[Dataset entries]
------------------------
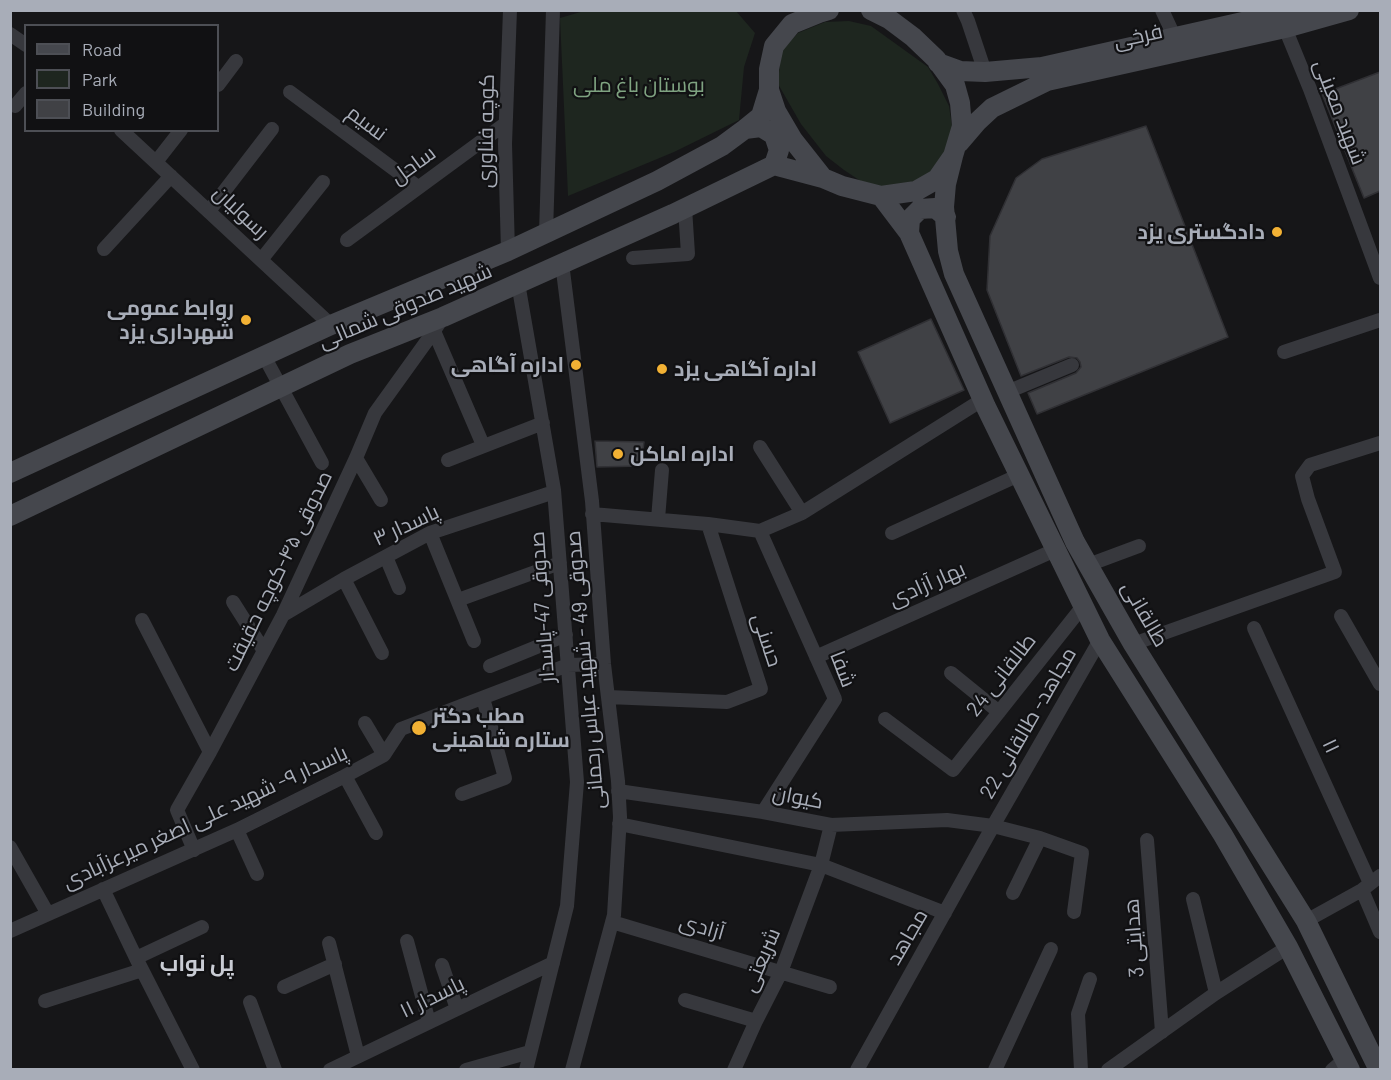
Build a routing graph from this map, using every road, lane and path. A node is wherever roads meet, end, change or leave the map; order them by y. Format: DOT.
graph roads {
  1 [pos="510,10"];
  2 [pos="553,10"];
  3 [pos="829,10"];
  4 [pos="871,10"];
  5 [pos="963,10"];
  6 [pos="1162,10"];
  7 [pos="1296,10"];
  8 [pos="1349,10"];
  9 [pos="812,14"];
  10 [pos="887,15"];
  11 [pos="1285,28"];
  12 [pos="10,34"];
  13 [pos="1175,38"];
  14 [pos="24,44"];
  15 [pos="236,61"];
  16 [pos="938,63"];
  17 [pos="985,72"];
  18 [pos="219,84"];
  19 [pos="769,90"];
  20 [pos="290,92"];
  21 [pos="24,95"];
  22 [pos="15,106"];
  23 [pos="505,124"];
  24 [pos="272,129"];
  25 [pos="745,129"];
  26 [pos="125,132"];
  27 [pos="179,132"];
  28 [pos="955,150"];
  29 [pos="156,162"];
  30 [pos="774,165"];
  31 [pos="171,176"];
  32 [pos="823,178"];
  33 [pos="323,182"];
  34 [pos="418,187"];
  35 [pos="881,196"];
  36 [pos="685,208"];
  37 [pos="209,211"];
  38 [pos="946,218"];
  39 [pos="546,232"];
  40 [pos="909,233"];
  41 [pos="346,240"];
  42 [pos="104,249"];
  43 [pos="508,251"];
  44 [pos="633,258"];
  45 [pos="1377,258"];
  46 [pos="261,260"];
  47 [pos="562,263"];
  48 [pos="1380,278"];
  49 [pos="518,283"];
  50 [pos="1380,321"];
  51 [pos="439,324"];
  52 [pos="331,325"];
  53 [pos="1284,352"];
  54 [pos="264,356"];
  55 [pos="1072,365"];
  56 [pos="280,387"];
  57 [pos="1007,392"];
  58 [pos="982,400"];
  59 [pos="543,423"];
  60 [pos="1380,443"];
  61 [pos="483,445"];
  62 [pos="760,447"];
  63 [pos="356,458"];
  64 [pos="448,460"];
  65 [pos="322,463"];
  66 [pos="662,470"];
  67 [pos="10,473"];
  68 [pos="1019,475"];
  69 [pos="554,492"];
  70 [pos="381,500"];
  71 [pos="802,513"];
  72 [pos="592,514"];
  73 [pos="10,516"];
  74 [pos="658,519"];
  75 [pos="708,524"];
  76 [pos="760,531"];
  77 [pos="430,533"];
  78 [pos="892,533"];
  79 [pos="1139,546"];
  80 [pos="1055,550"];
  81 [pos="386,557"];
  82 [pos="560,563"];
  83 [pos="1088,565"];
  84 [pos="344,579"];
  85 [pos="399,588"];
  86 [pos="458,600"];
  87 [pos="233,602"];
  88 [pos="1083,606"];
  89 [pos="283,615"];
  90 [pos="1341,616"];
  91 [pos="142,620"];
  92 [pos="1254,628"];
  93 [pos="566,635"];
  94 [pos="1100,640"];
  95 [pos="474,641"];
  96 [pos="1133,644"];
  97 [pos="264,651"];
  98 [pos="382,653"];
  99 [pos="816,657"];
  100 [pos="604,664"];
  101 [pos="490,666"];
  102 [pos="568,666"];
  103 [pos="951,673"];
  104 [pos="1380,684"];
  105 [pos="608,697"];
  106 [pos="483,698"];
  107 [pos="999,712"];
  108 [pos="885,719"];
  109 [pos="365,723"];
  110 [pos="210,752"];
  111 [pos="384,755"];
  112 [pos="345,776"];
  113 [pos="618,791"];
  114 [pos="462,794"];
  115 [pos="763,812"];
  116 [pos="619,824"];
  117 [pos="831,825"];
  118 [pos="993,826"];
  119 [pos="237,830"];
  120 [pos="376,833"];
  121 [pos="1040,838"];
  122 [pos="1147,840"];
  123 [pos="10,847"];
  124 [pos="194,850"];
  125 [pos="821,865"];
  126 [pos="257,874"];
  127 [pos="1371,883"];
  128 [pos="103,889"];
  129 [pos="1013,893"];
  130 [pos="1193,899"];
  131 [pos="1074,912"];
  132 [pos="945,913"];
  133 [pos="48,914"];
  134 [pos="1306,921"];
  135 [pos="612,922"];
  136 [pos="202,927"];
  137 [pos="10,931"];
  138 [pos="1380,932"];
  139 [pos="407,941"];
  140 [pos="329,943"];
  141 [pos="1288,946"];
  142 [pos="1051,949"];
  143 [pos="553,963"];
  144 [pos="139,964"];
  145 [pos="335,964"];
  146 [pos="442,965"];
  147 [pos="781,972"];
  148 [pos="1090,979"];
  149 [pos="284,987"];
  150 [pos="830,987"];
  151 [pos="1216,993"];
  152 [pos="685,1000"];
  153 [pos="45,1001"];
  154 [pos="250,1002"];
  155 [pos="457,1008"];
  156 [pos="756,1021"];
  157 [pos="429,1022"];
  158 [pos="1162,1032"];
  159 [pos="530,1052"];
  160 [pos="358,1056"];
  161 [pos="1342,1066"];
  162 [pos="193,1070"];
  163 [pos="275,1070"];
  164 [pos="330,1070"];
  165 [pos="466,1070"];
  166 [pos="525,1070"];
  167 [pos="572,1070"];
  168 [pos="734,1070"];
  169 [pos="857,1070"];
  170 [pos="994,1070"];
  171 [pos="1081,1070"];
  172 [pos="1108,1070"];
  173 [pos="1379,1070"];
  1 -- 23 [label="street, کوچه فناوری"];
  2 -- 39 [label="street"];
  3 -- 9 [label="main road"];
  4 -- 10 [label="main road, طالقانی"];
  5 -- 17 [label="street"];
  6 -- 13 [label="street"];
  7 -- 13 [label="main road, فرخی"];
  8 -- 11 [label="main road, فرخی"];
  9 -- 19 [label="main road"];
  10 -- 16 [label="main road, طالقانی"];
  11 -- 28 [label="main road, فرخی"];
  11 -- 45 [label="street, شهید معینی"];
  12 -- 14 [label="street"];
  13 -- 17 [label="main road, فرخی"];
  15 -- 18 [label="street"];
  16 -- 17 [label="main road, فرخی"];
  16 -- 28 [label="main road, طالقانی"];
  19 -- 25 [label="main road, شهید صدوقی شمالی"];
  19 -- 32 [label="main road"];
  20 -- 34 [label="street, نسیم"];
  21 -- 22 [label="street"];
  23 -- 34 [label="street, ساحل"];
  23 -- 43 [label="street, کوچه فناوری"];
  24 -- 37 [label="street"];
  25 -- 30 [label="main road"];
  25 -- 39 [label="main road, شهید صدوقی شمالی"];
  26 -- 29 [label="street, رسولیان"];
  27 -- 29 [label="street"];
  28 -- 35 [label="main road, فرخی"];
  28 -- 38 [label="main road, طالقانی"];
  29 -- 31 [label="street, رسولیان"];
  30 -- 32 [label="main road"];
  30 -- 36 [label="main road, شهید صدوقی شمالی"];
  31 -- 37 [label="street, رسولیان"];
  31 -- 42 [label="street"];
  32 -- 35 [label="main road"];
  33 -- 46 [label="street"];
  34 -- 41 [label="street, ساحل"];
  35 -- 40 [label="main road"];
  36 -- 44 [label="street"];
  36 -- 47 [label="main road, شهید صدوقی شمالی"];
  37 -- 46 [label="street, رسولیان"];
  38 -- 40 [label="main road"];
  38 -- 57 [label="main road, طالقانی"];
  39 -- 43 [label="main road, شهید صدوقی شمالی"];
  40 -- 58 [label="main road"];
  43 -- 52 [label="main road, شهید صدوقی شمالی"];
  45 -- 48 [label="street, شهید معینی"];
  46 -- 52 [label="street, رسولیان"];
  47 -- 49 [label="main road, شهید صدوقی شمالی"];
  47 -- 72 [label="street, صدوقی 49 - شهید عباس رحمانی"];
  49 -- 51 [label="main road, شهید صدوقی شمالی"];
  49 -- 59 [label="street, صدوقی 47-پاسدار"];
  50 -- 53 [label="street"];
  51 -- 56 [label="main road, شهید صدوقی شمالی"];
  51 -- 61 [label="street"];
  51 -- 63 [label="street, صدوقی ۴۵-کوچه حقیقت"];
  52 -- 54 [label="main road, شهید صدوقی شمالی"];
  54 -- 56 [label="street"];
  54 -- 67 [label="main road, شهید صدوقی شمالی"];
  55 -- 57 [label="street"];
  56 -- 65 [label="street"];
  56 -- 73 [label="main road, شهید صدوقی شمالی"];
  57 -- 83 [label="main road, طالقانی"];
  58 -- 68 [label="main road"];
  58 -- 71 [label="street"];
  59 -- 61 [label="street"];
  59 -- 69 [label="street, صدوقی 47-پاسدار"];
  60 -- 96 [label="street"];
  61 -- 64 [label="street"];
  62 -- 71 [label="street"];
  63 -- 70 [label="street"];
  63 -- 89 [label="street, صدوقی ۴۵-کوچه حقیقت"];
  66 -- 74 [label="street"];
  68 -- 78 [label="street"];
  68 -- 80 [label="main road"];
  69 -- 77 [label="street, پاسدار ۳"];
  69 -- 82 [label="street, صدوقی 47-پاسدار"];
  71 -- 76 [label="street"];
  72 -- 74 [label="street"];
  72 -- 100 [label="street, صدوقی 49 - شهید عباس رحمانی"];
  74 -- 75 [label="street"];
  75 -- 76 [label="street"];
  75 -- 105 [label="street, حسنی"];
  76 -- 99 [label="street, شفا"];
  77 -- 81 [label="street, پاسدار ۳"];
  77 -- 86 [label="street"];
  79 -- 83 [label="street"];
  80 -- 88 [label="main road"];
  80 -- 99 [label="street, بهار آزادی"];
  81 -- 84 [label="street, پاسدار ۳"];
  81 -- 85 [label="street"];
  82 -- 86 [label="street"];
  82 -- 93 [label="street, صدوقی 47-پاسدار"];
  83 -- 96 [label="main road, طالقانی"];
  84 -- 89 [label="street, پاسدار ۳"];
  84 -- 98 [label="street"];
  86 -- 95 [label="street"];
  87 -- 97 [label="street"];
  88 -- 94 [label="main road"];
  88 -- 107 [label="street, طالقانی 24"];
  89 -- 97 [label="street, صدوقی ۴۵-کوچه حقیقت"];
  90 -- 104 [label="street"];
  91 -- 110 [label="street"];
  92 -- 127 [label="street, ۱۱"];
  93 -- 101 [label="street"];
  93 -- 102 [label="street, صدوقی 47-پاسدار"];
  94 -- 118 [label="street, مجاهد- طالقانی 22"];
  94 -- 141 [label="main road"];
  96 -- 134 [label="main road, طالقانی"];
  97 -- 110 [label="street, صدوقی ۴۵-کوچه حقیقت"];
  99 -- 115 [label="street, شفا"];
  100 -- 102 [label="street, پاسدار ۹- شهید علی اصغر میرعزآبادی"];
  100 -- 105 [label="street, صدوقی 49 - شهید عباس رحمانی"];
  102 -- 106 [label="street, پاسدار ۹- شهید علی اصغر میرعزآبادی"];
  102 -- 143 [label="street, صدوقی 47-پاسدار"];
  103 -- 107 [label="street"];
  105 -- 113 [label="street, صدوقی 49 - شهید عباس رحمانی"];
  106 -- 111 [label="street, پاسدار ۹- شهید علی اصغر میرعزآبادی"];
  106 -- 114 [label="street"];
  107 -- 108 [label="street, طالقانی 24"];
  109 -- 111 [label="street"];
  110 -- 124 [label="street, صدوقی ۴۵-کوچه حقیقت"];
  111 -- 112 [label="street, پاسدار ۹- شهید علی اصغر میرعزآبادی"];
  112 -- 119 [label="street, پاسدار ۹- شهید علی اصغر میرعزآبادی"];
  112 -- 120 [label="street"];
  113 -- 115 [label="street, کیوان"];
  113 -- 116 [label="street, صدوقی 49 - شهید عباس رحمانی"];
  115 -- 117 [label="street, کیوان"];
  116 -- 125 [label="street"];
  116 -- 135 [label="street, صدوقی 49 - شهید عباس رحمانی"];
  117 -- 118 [label="street"];
  117 -- 125 [label="street, کیوان"];
  118 -- 121 [label="street"];
  118 -- 132 [label="street, مجاهد"];
  119 -- 124 [label="street, پاسدار ۹- شهید علی اصغر میرعزآبادی"];
  119 -- 126 [label="street"];
  121 -- 129 [label="street"];
  121 -- 131 [label="street"];
  122 -- 158 [label="street, هدایتی 3"];
  123 -- 133 [label="street"];
  124 -- 128 [label="street, پاسدار ۹- شهید علی اصغر میرعزآبادی"];
  125 -- 132 [label="street"];
  125 -- 147 [label="street, شریعتی"];
  127 -- 134 [label="street"];
  127 -- 138 [label="street, ۱۱"];
  128 -- 133 [label="street, پاسدار ۹- شهید علی اصغر میرعزآبادی"];
  128 -- 144 [label="street"];
  130 -- 151 [label="street"];
  132 -- 169 [label="street, مجاهد"];
  133 -- 137 [label="street, پاسدار ۹- شهید علی اصغر میرعزآبادی"];
  134 -- 173 [label="main road, طالقانی"];
  135 -- 147 [label="street, آزادی"];
  135 -- 167 [label="street, صدوقی 49 - شهید عباس رحمانی"];
  136 -- 144 [label="street"];
  139 -- 157 [label="street"];
  140 -- 145 [label="street"];
  141 -- 151 [label="street"];
  141 -- 161 [label="main road"];
  142 -- 170 [label="street"];
  143 -- 155 [label="street, پاسدار ۱۱"];
  143 -- 159 [label="street, صدوقی 47-پاسدار"];
  144 -- 153 [label="street"];
  144 -- 162 [label="street"];
  145 -- 149 [label="street"];
  145 -- 160 [label="street"];
  146 -- 155 [label="street"];
  147 -- 150 [label="street, آزادی"];
  147 -- 156 [label="street, شریعتی"];
  148 -- 171 [label="street"];
  151 -- 158 [label="street"];
  152 -- 156 [label="street"];
  154 -- 163 [label="street"];
  155 -- 157 [label="street, پاسدار ۱۱"];
  156 -- 168 [label="street, شریعتی"];
  157 -- 160 [label="street, پاسدار ۱۱"];
  158 -- 172 [label="street"];
  159 -- 165 [label="street"];
  159 -- 166 [label="street, صدوقی 47-پاسدار"];
  160 -- 164 [label="street, پاسدار ۱۱"];
}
------------------------
▸ Assignment
Find and copy each line of the data where "عباس" is present.

▸ Task solution
  47 -- 72 [label="street, صدوقی 49 - شهید عباس رحمانی"];
  72 -- 100 [label="street, صدوقی 49 - شهید عباس رحمانی"];
  100 -- 105 [label="street, صدوقی 49 - شهید عباس رحمانی"];
  105 -- 113 [label="street, صدوقی 49 - شهید عباس رحمانی"];
  113 -- 116 [label="street, صدوقی 49 - شهید عباس رحمانی"];
  116 -- 135 [label="street, صدوقی 49 - شهید عباس رحمانی"];
  135 -- 167 [label="street, صدوقی 49 - شهید عباس رحمانی"];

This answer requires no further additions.